### YOUR TASK:
The result should be a full, exact repeat of the entries, free of pictures.

### Stored items:

=== Begin Enclosure ===

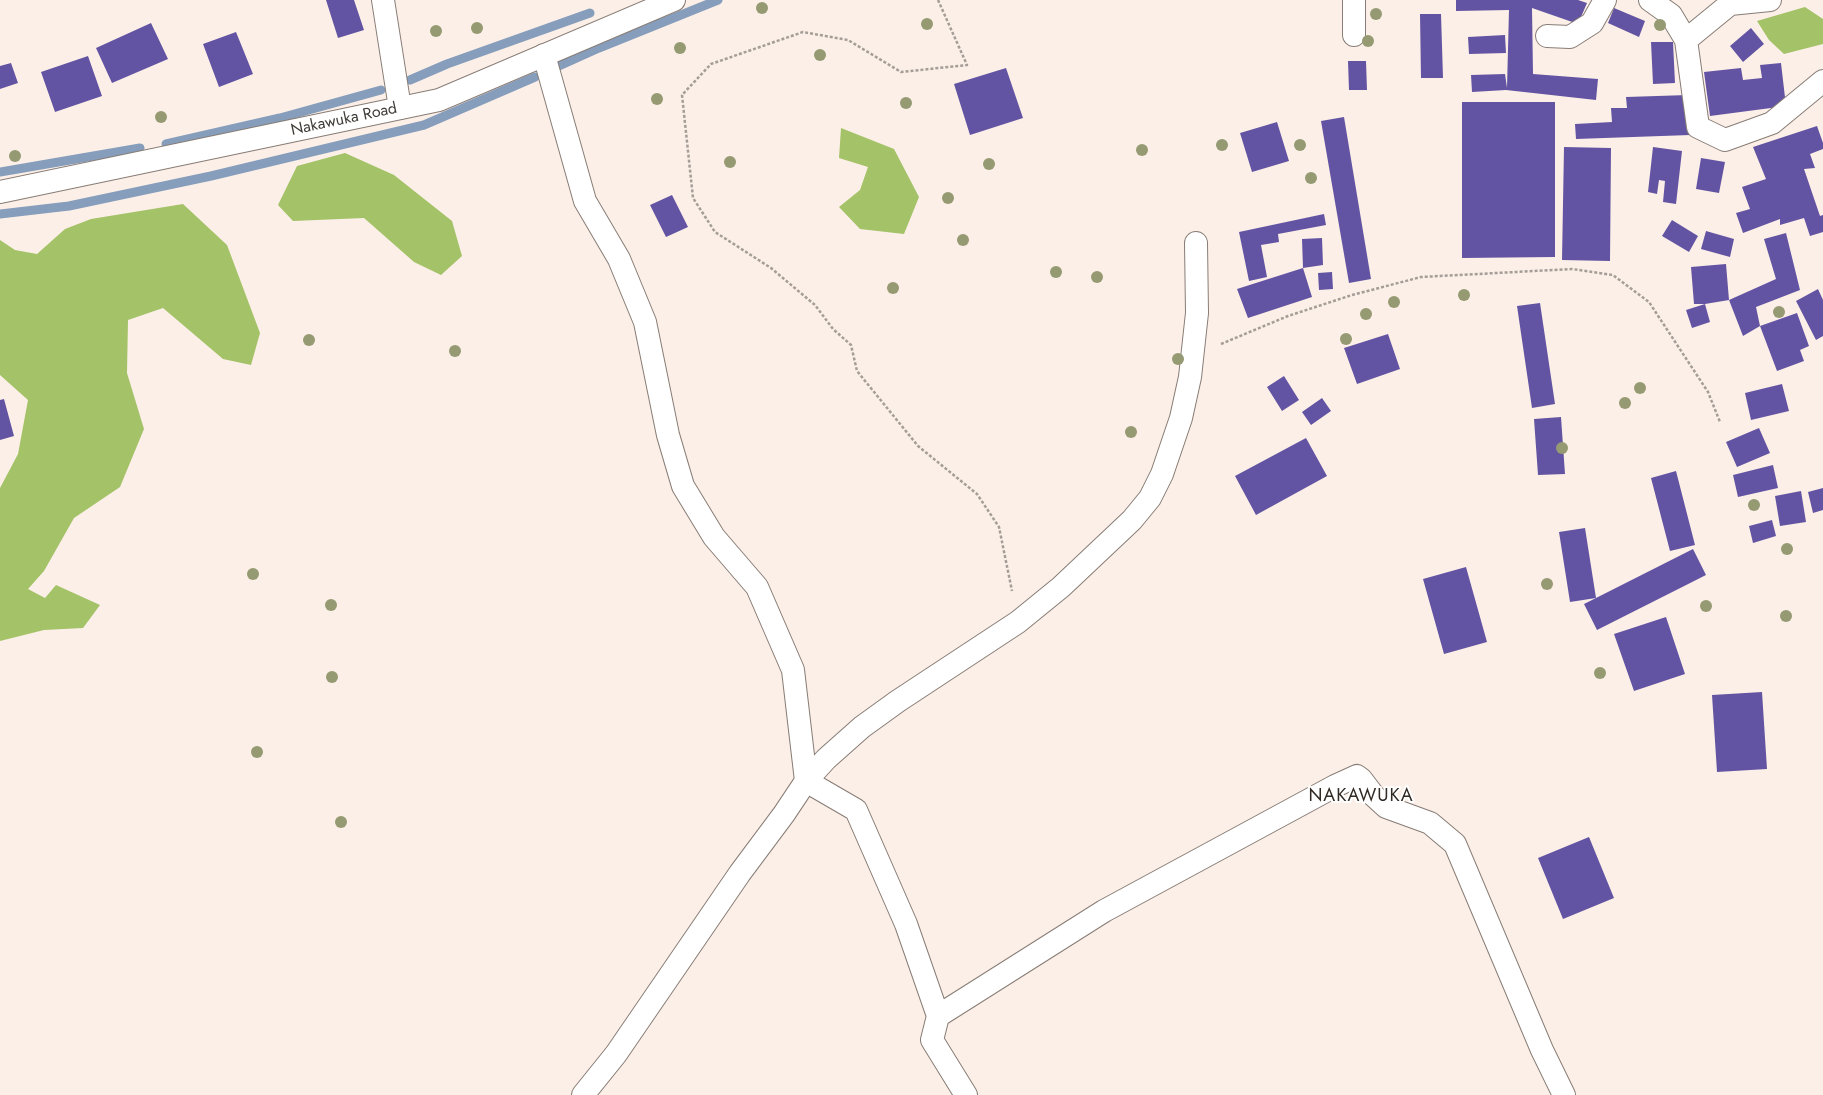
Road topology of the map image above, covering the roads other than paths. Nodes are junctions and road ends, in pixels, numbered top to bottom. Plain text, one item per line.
1 (383, 0) edge
2 (674, 0) edge
3 (1354, 0) edge
4 (1605, 0) edge
5 (1650, 0) edge
6 (1770, 0) edge
7 (1354, 35) dead end
8 (1546, 36) dead end
9 (1686, 40) junction
10 (544, 55) junction
11 (1823, 82) edge
12 (400, 108) junction
13 (0, 192) edge
14 (1196, 243) dead end
15 (806, 781) junction
16 (938, 1016) junction
17 (583, 1095) edge
18 (966, 1095) edge
19 (1564, 1095) edge

1 - 12 street
2 - 10 street, Nakawuka Road
3 - 7 street
4 - 8 street
5 - 9 street
6 - 9 street
9 - 11 street
10 - 12 street, Nakawuka Road
10 - 15 street
12 - 13 street, Nakawuka Road
14 - 15 street
15 - 16 street
15 - 17 street
16 - 18 street
16 - 19 street

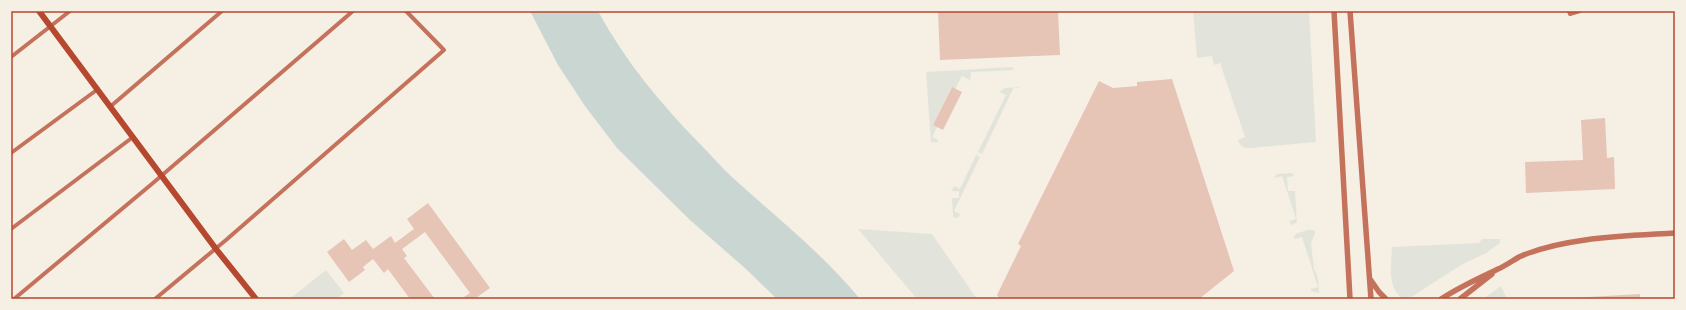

=== End Enclosure ===

### EXERCISE RESPONSE:
Road topology of the map image above, covering the roads other than paths. Nodes are junctions and road ends, in pixels, numbered top to bottom. Plain text, one item per line.
1 (383, 0) edge
2 (674, 0) edge
3 (1354, 0) edge
4 (1605, 0) edge
5 (1650, 0) edge
6 (1770, 0) edge
7 (1354, 35) dead end
8 (1546, 36) dead end
9 (1686, 40) junction
10 (544, 55) junction
11 (1823, 82) edge
12 (400, 108) junction
13 (0, 192) edge
14 (1196, 243) dead end
15 (806, 781) junction
16 (938, 1016) junction
17 (583, 1095) edge
18 (966, 1095) edge
19 (1564, 1095) edge

1 - 12 street
2 - 10 street, Nakawuka Road
3 - 7 street
4 - 8 street
5 - 9 street
6 - 9 street
9 - 11 street
10 - 12 street, Nakawuka Road
10 - 15 street
12 - 13 street, Nakawuka Road
14 - 15 street
15 - 16 street
15 - 17 street
16 - 18 street
16 - 19 street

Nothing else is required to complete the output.